Dawn wiped Lili’s mouth and checked her eyes and took her pulse. “Okay, she’s going to be fine. You stay with her while I go collect those brats’ keys and make sure nobody drives home drunk.”
Megan lingered in the hallway. Lili was literally hugging the porcelain bowl. She wore an off-the-shoulder sweater I’d never seen before and jeans so tight I wondered how she got them on. When she looked up, mascara streaked her face.
“I’m so sick,” she groaned. I ran the water, wet a washcloth, and wiped away the mascara and liquid eyeliner.
Dawn’s voice drifted upstairs. She was calling parents to come and pick up their kids. Every time my doorbell rang, I cringed. The timing of Lili’s caper meant everything. You didn’t have to be a parenting guru to figure out that she was screaming for my attention.
When Lili finally finished throwing up, I stuck her in the shower to rinse off the vomit. I helped her into a clean pair of pajamas and tucked her in bed, a wastebasket at the ready.
“I’m so sorry, Mommy,” she mumbled over and over again.
Dawn came upstairs with a big glass of water. “Drink this, Lil. Slow sips.”
I went into the hall and Dawn followed. “God, this is so awful. She’s been supplying her little friend Taylor with Adderall,” I said.
“You can deal with that later. For now, they’re all gone.”
“Where is Sam?”
“On his way.”
The phone rang. “Just a second.” I ran into the bedroom to answer it.
“It’s Mom,” Neil said. My knees went weak because I knew what he was going to say next. “Her organs are starting to shut down.”
“Oh, God.” I told him about Lili. “What should I do?”
“I don’t know what to say, but it’s bad.”
“What do you mean?

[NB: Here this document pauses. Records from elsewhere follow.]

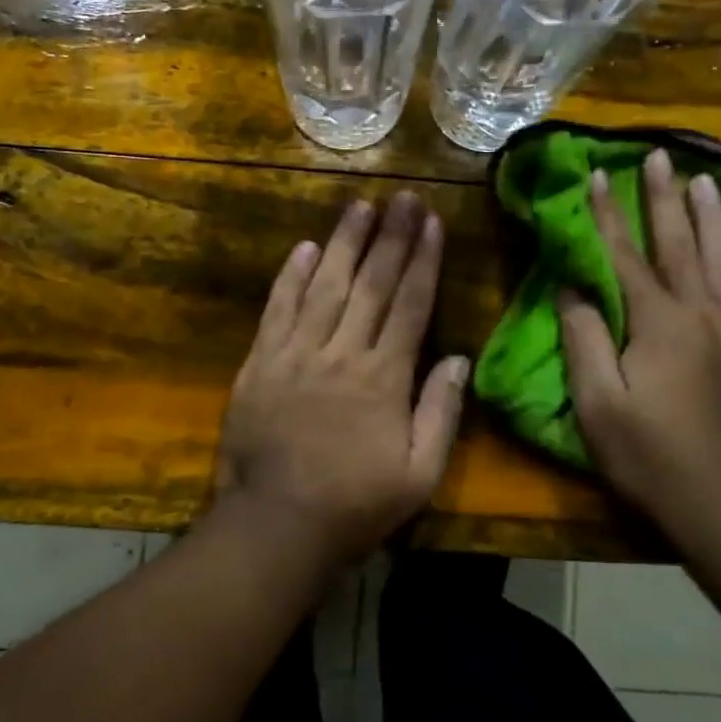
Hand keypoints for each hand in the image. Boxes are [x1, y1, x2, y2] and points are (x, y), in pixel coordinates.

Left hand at [211, 192, 468, 572]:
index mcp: (384, 377)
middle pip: (371, 284)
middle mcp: (342, 353)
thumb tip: (460, 359)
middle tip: (402, 196)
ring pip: (326, 286)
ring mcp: (296, 353)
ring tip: (360, 205)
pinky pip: (278, 309)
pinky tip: (306, 247)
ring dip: (345, 243)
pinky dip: (292, 276)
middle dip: (390, 236)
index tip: (431, 221)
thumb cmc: (356, 505)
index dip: (422, 260)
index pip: (410, 304)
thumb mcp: (420, 474)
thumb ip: (441, 412)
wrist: (276, 525)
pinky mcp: (261, 363)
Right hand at [557, 149, 720, 532]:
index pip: (624, 256)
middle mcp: (702, 314)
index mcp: (656, 322)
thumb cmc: (649, 455)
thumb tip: (573, 289)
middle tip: (662, 155)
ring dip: (717, 220)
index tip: (599, 173)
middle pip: (681, 246)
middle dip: (666, 199)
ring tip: (711, 182)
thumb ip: (583, 339)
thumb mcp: (597, 401)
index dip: (608, 214)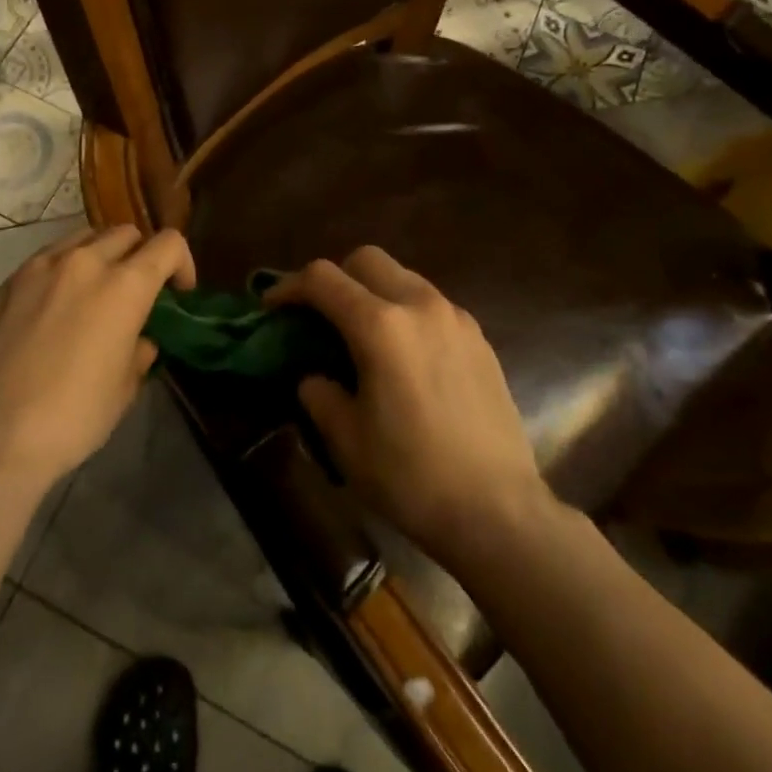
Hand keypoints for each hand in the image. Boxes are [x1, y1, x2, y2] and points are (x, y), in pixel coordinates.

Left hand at [0, 225, 195, 486]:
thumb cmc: (72, 416)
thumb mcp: (123, 390)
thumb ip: (139, 353)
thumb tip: (140, 340)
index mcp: (125, 286)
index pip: (168, 244)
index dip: (182, 263)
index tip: (179, 293)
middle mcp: (86, 262)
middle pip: (126, 233)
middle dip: (141, 256)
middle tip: (137, 292)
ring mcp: (43, 265)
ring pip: (85, 237)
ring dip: (101, 255)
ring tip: (95, 291)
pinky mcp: (11, 279)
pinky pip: (49, 256)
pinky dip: (65, 267)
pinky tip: (56, 305)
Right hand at [266, 246, 551, 569]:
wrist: (500, 512)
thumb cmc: (412, 477)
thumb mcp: (346, 440)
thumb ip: (319, 393)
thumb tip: (315, 376)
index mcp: (381, 326)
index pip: (322, 279)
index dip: (288, 286)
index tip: (271, 306)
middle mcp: (419, 306)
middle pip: (366, 259)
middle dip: (335, 277)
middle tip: (320, 315)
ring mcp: (455, 318)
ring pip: (403, 277)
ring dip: (372, 291)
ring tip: (362, 335)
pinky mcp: (479, 338)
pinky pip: (430, 304)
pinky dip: (405, 312)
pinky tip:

I thought she had a few weeks or days at least.”
“I’m sorry, Barbara.”
I hung up the phone and sat on my bed. I couldn’t leave Lili when she needed me most, but if I didn’t, I might miss the chance to say goodbye to my mother. I didn’t want her to die without me there to hold her hand. I felt the profound pull of her need, as a dying woman, as a motherless child alone in the mikveh talking to the dead.

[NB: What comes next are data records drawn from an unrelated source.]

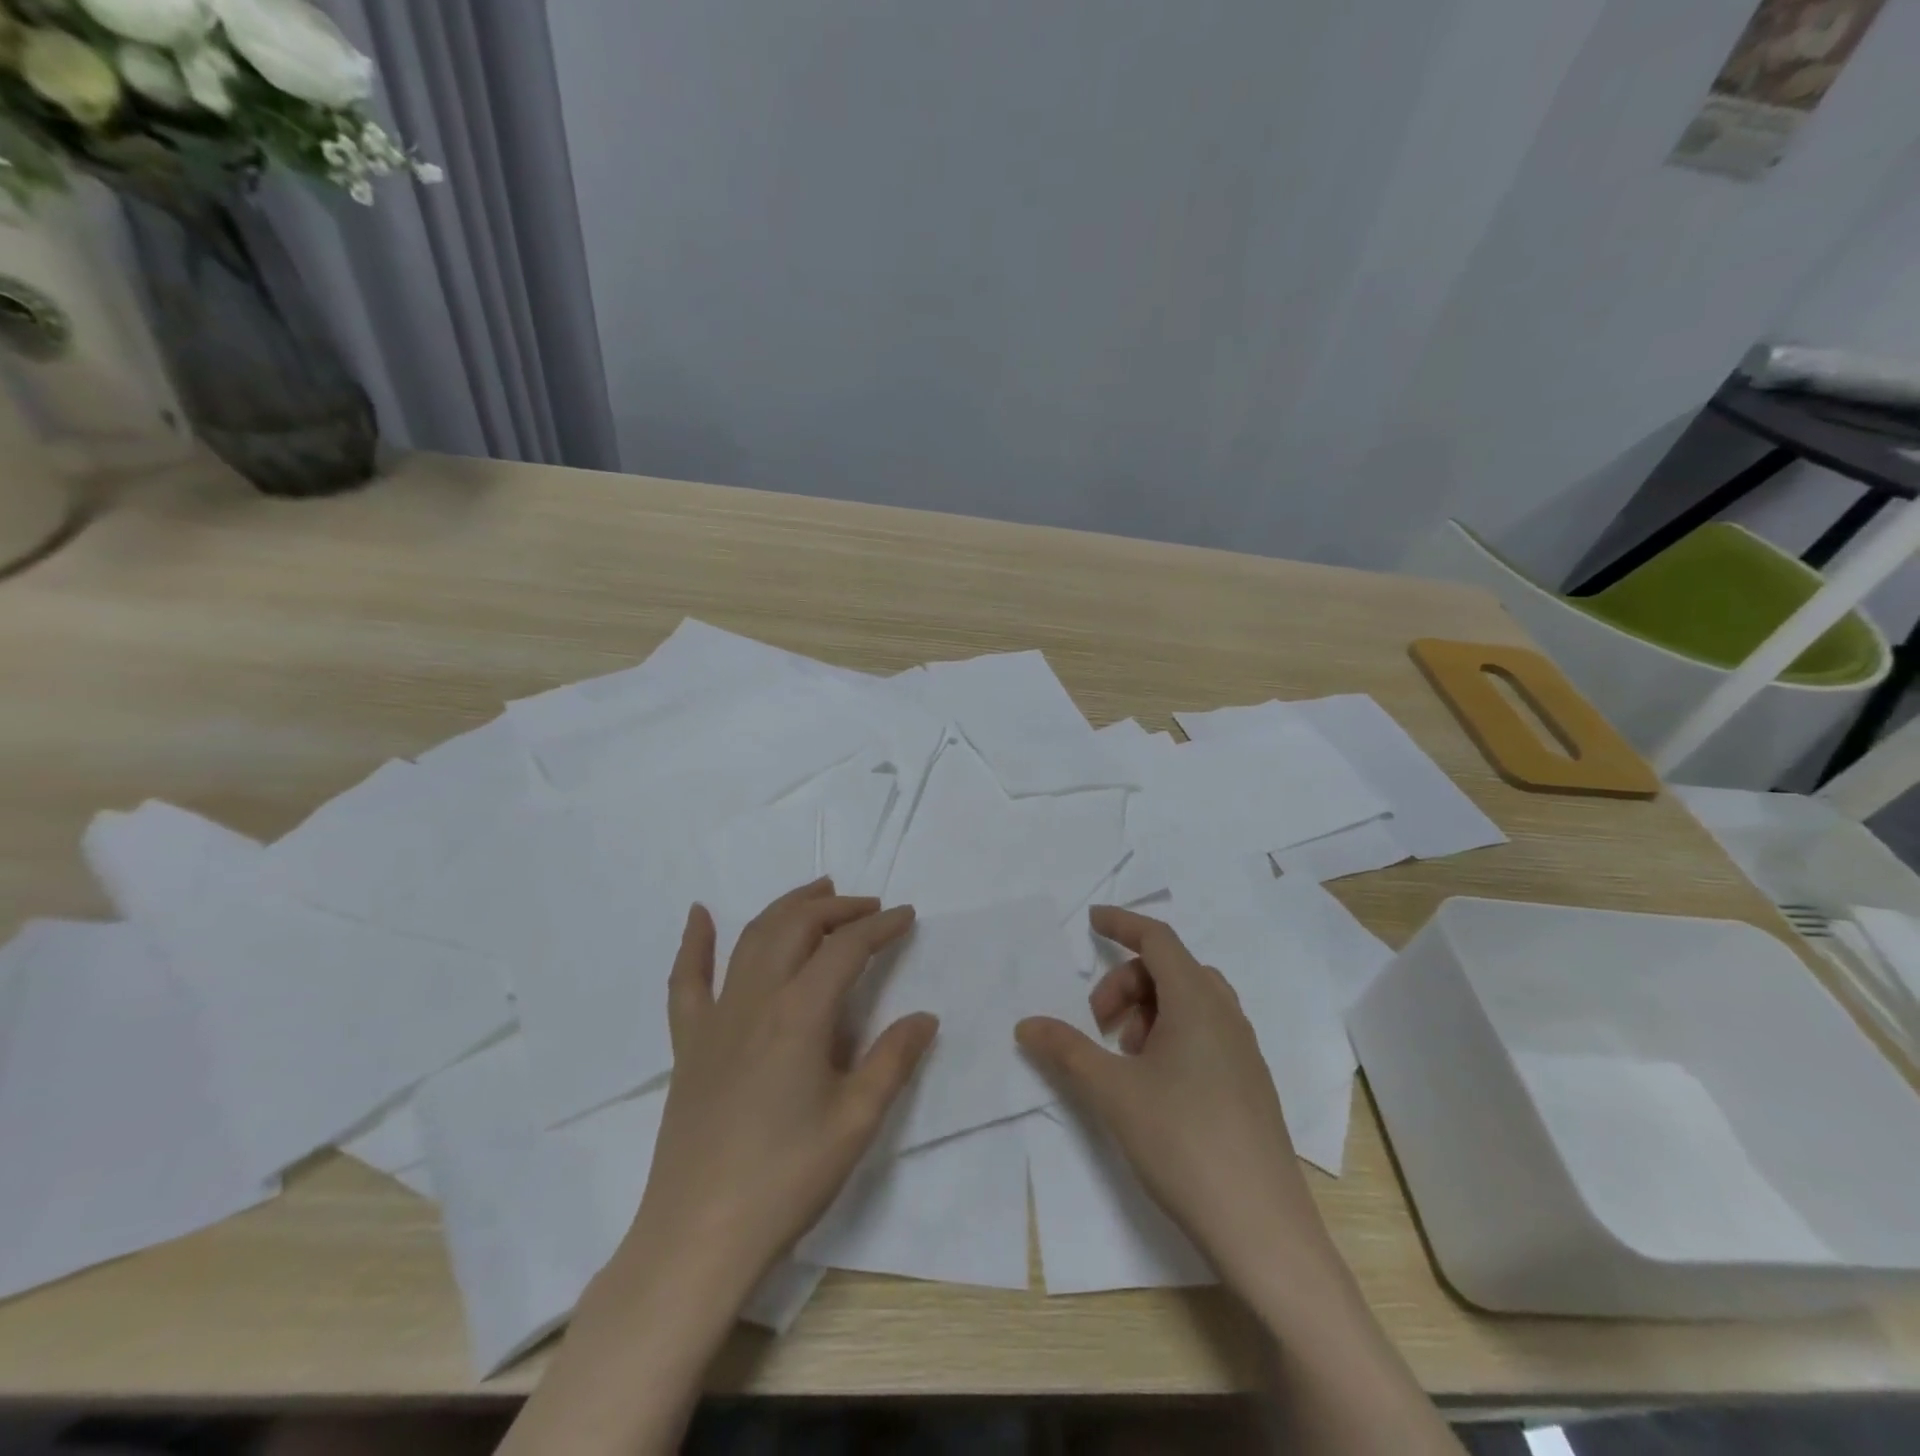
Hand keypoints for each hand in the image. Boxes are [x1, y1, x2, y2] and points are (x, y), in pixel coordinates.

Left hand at [614, 878, 936, 1301]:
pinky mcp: (689, 1042)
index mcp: (800, 1014)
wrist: (698, 1237)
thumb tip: (924, 1017)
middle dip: (837, 907)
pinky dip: (693, 942)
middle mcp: (756, 999)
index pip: (847, 949)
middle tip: (869, 906)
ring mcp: (716, 1018)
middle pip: (798, 927)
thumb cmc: (787, 1178)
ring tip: (817, 891)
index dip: (880, 926)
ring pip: (752, 938)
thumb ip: (892, 1060)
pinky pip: (686, 980)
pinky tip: (699, 915)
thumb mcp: (856, 1121)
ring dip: (787, 906)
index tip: (906, 915)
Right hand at [1015, 905, 1328, 1293]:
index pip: (1158, 938)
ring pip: (1191, 1001)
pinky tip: (1154, 1083)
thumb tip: (1026, 1024)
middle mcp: (1226, 1015)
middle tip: (1099, 1026)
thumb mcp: (1113, 1092)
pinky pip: (1206, 1031)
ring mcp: (1244, 1050)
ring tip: (1125, 1057)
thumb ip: (1067, 1050)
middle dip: (1128, 983)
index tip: (1091, 922)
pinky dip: (1172, 1034)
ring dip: (1150, 1011)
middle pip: (1171, 968)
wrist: (1262, 1228)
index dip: (1122, 923)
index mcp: (1198, 1001)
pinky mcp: (1249, 1082)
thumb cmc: (1183, 1142)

“Barbara.” Dawn was standing in the doorway. I pictured her in some hospital room, guiding a family through an impossible decision.
I told her about my mother’s condition. “What should I do?”

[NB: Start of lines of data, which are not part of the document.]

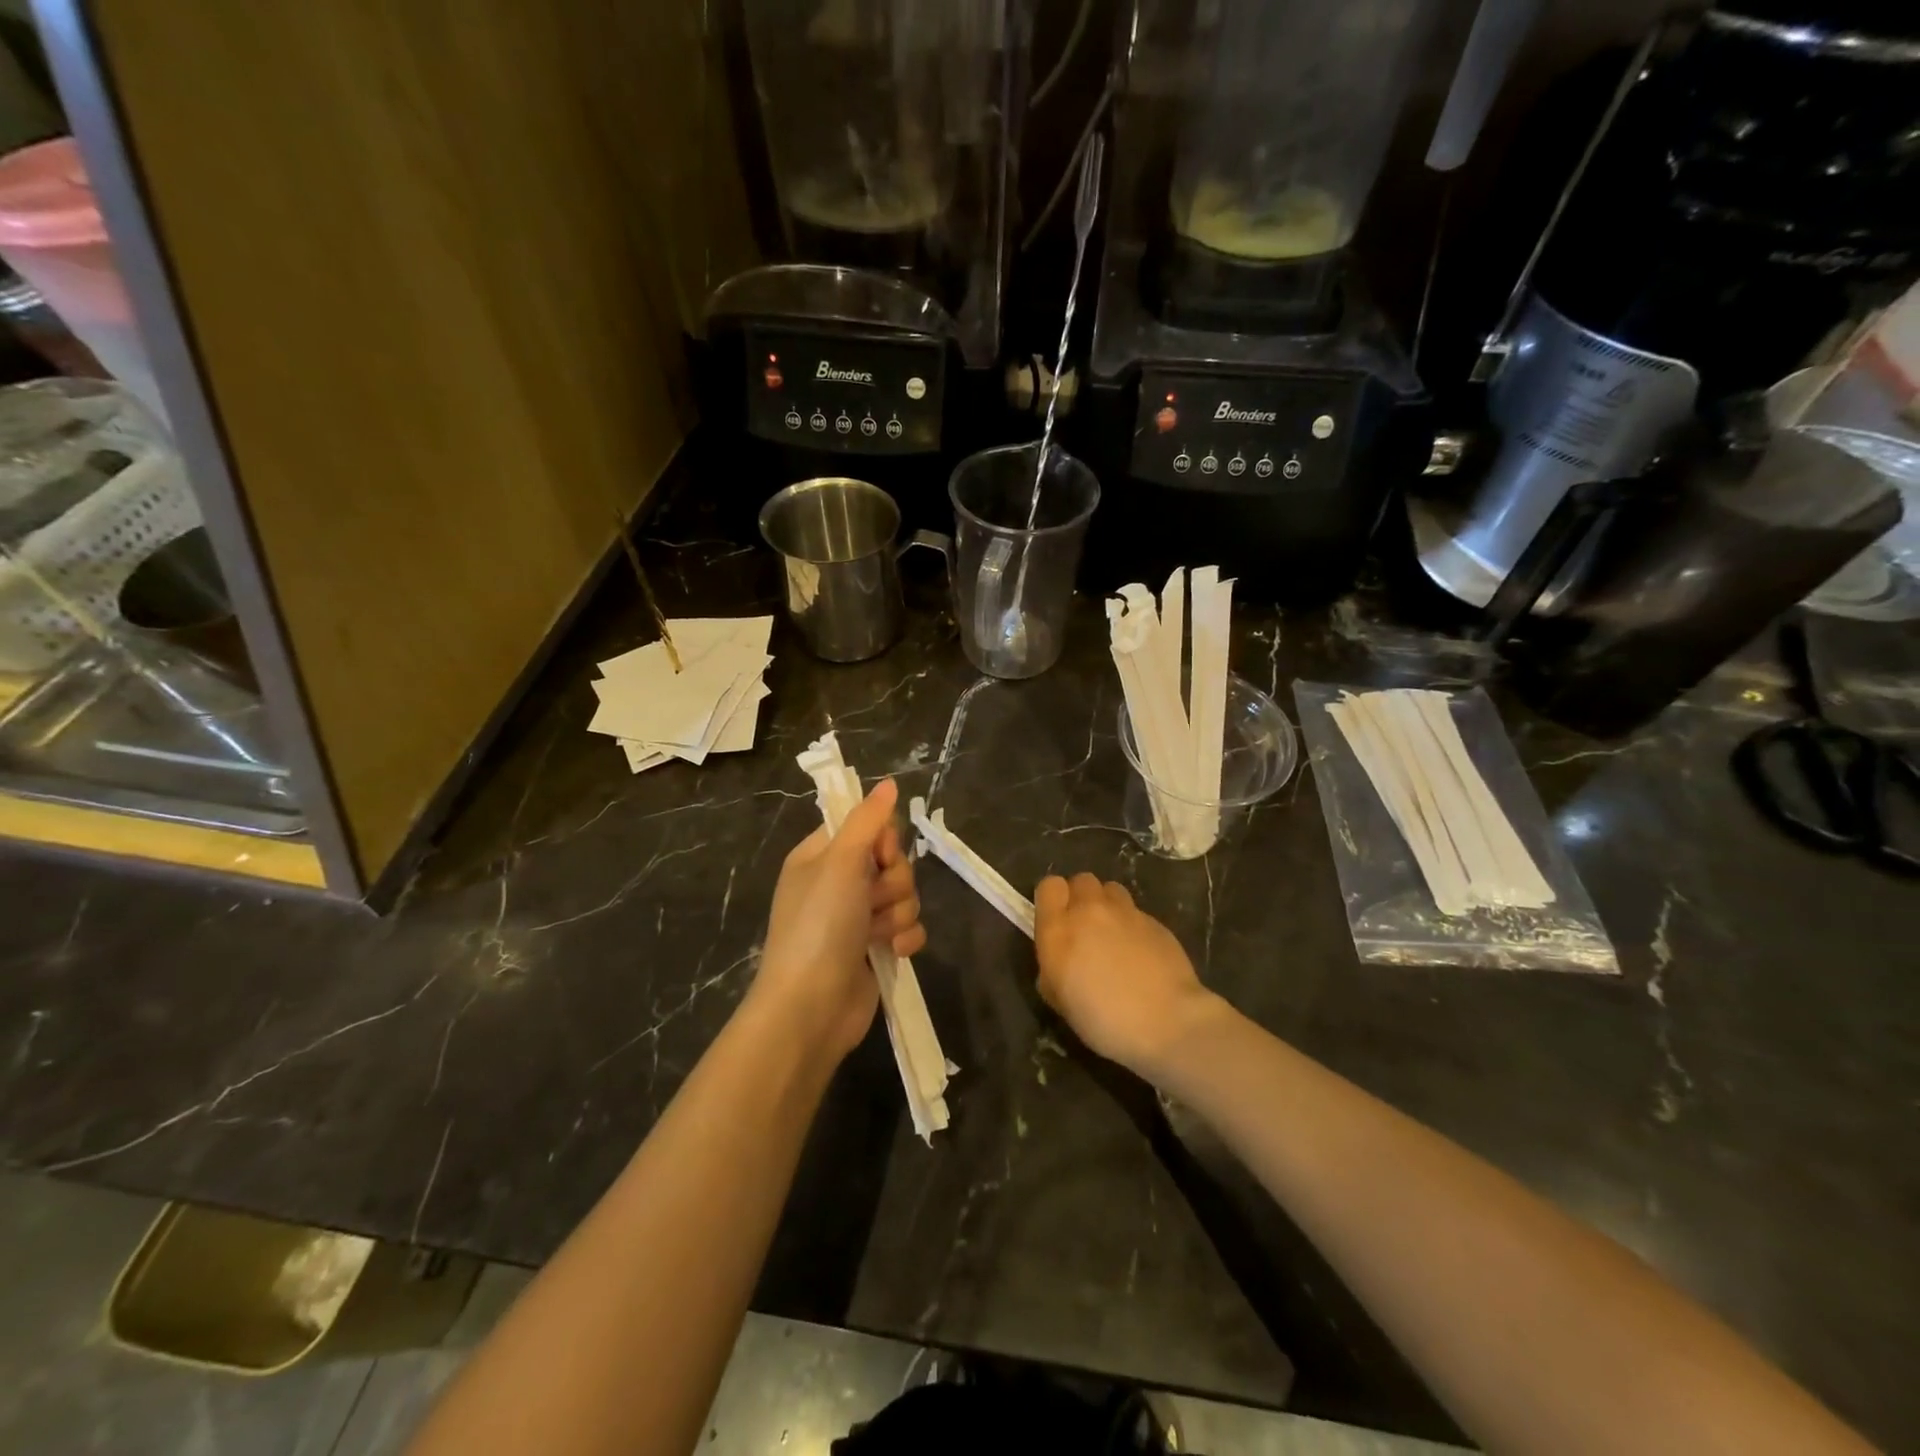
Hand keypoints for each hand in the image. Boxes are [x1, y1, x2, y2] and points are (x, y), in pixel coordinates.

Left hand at [752, 778, 924, 1062]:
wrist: (811, 1007)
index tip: (881, 856)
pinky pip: (908, 928)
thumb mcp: (840, 862)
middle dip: (893, 882)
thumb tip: (887, 783)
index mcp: (820, 857)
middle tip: (873, 900)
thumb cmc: (819, 926)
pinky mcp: (876, 949)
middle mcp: (838, 884)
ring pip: (904, 895)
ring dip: (898, 913)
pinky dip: (904, 939)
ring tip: (878, 934)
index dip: (883, 841)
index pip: (867, 827)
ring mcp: (857, 918)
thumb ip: (868, 820)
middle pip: (892, 862)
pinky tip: (892, 952)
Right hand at [1033, 873, 1224, 1078]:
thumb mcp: (1060, 1001)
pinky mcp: (1154, 921)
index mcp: (1059, 929)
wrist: (1167, 1022)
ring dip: (1106, 905)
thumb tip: (1059, 960)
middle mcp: (1090, 911)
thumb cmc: (1104, 1020)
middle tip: (1084, 929)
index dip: (1051, 900)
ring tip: (1112, 934)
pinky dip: (1132, 925)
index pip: (1048, 886)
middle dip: (1080, 898)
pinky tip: (1139, 953)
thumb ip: (1052, 969)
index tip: (1055, 921)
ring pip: (1110, 889)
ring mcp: (1126, 912)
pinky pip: (1135, 912)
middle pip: (1080, 880)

“That’s your choice, but know that I’ll stay and take care of Lili.”
“Where the hell is Sam?”
He appeared behind Dawn. “Right here.”
“Tell him,” I said to Dawn, and she relayed the facts of the situation.
He walked over to the bed and sat next to me. I was being
sawed in two. There was no good choice. I got up and went into Lili’s room. She usually slept on her back with her arms slung over her head, but she was curled under the covers in the fetal position, her hands over her ears. I’d assumed this exact position when I’d had my breakdown. Now I only slept on my stomach. I wanted nothing more than to wrap my body around hers and hold her.
“I’m going to the hospital,” I told Dawn and Sam.
He leaned over and whispered into my hair, “I got this, sweetie.”
Dawn looked at me like she wanted to say something.
“You think I’m doing the wrong thing?”
She shook her head and pointed toward my coffee stain.
“Oh. I owe you.”
“You’d do the same for me,” she said.
I would, but up until now, I’d never been able to ask for help. When this was over, I’d tell Lili that I did have a friend. Dawn.
I put on a T-shirt and yoga pants. It took every ounce of strength I had to walk past Lili’s room and go to my mother’s side.
Bonnie was trained as a hospice nurse, and she’d been assigned to my mother’s care full time. My mother probably weighed no more than eighty pounds. She’d been shrinking since her heart attack, and her breathing was labored. Bonnie had dressed her in one of her favorite nightgowns and put a clip in her hair. Seeing her that way made every bone hurt, as if I had the flu.
Andy sat on one side of the bed, and Neil and I on the other. We stayed with her for the next twenty-four hours. This time we were not waiting for her to come back to us.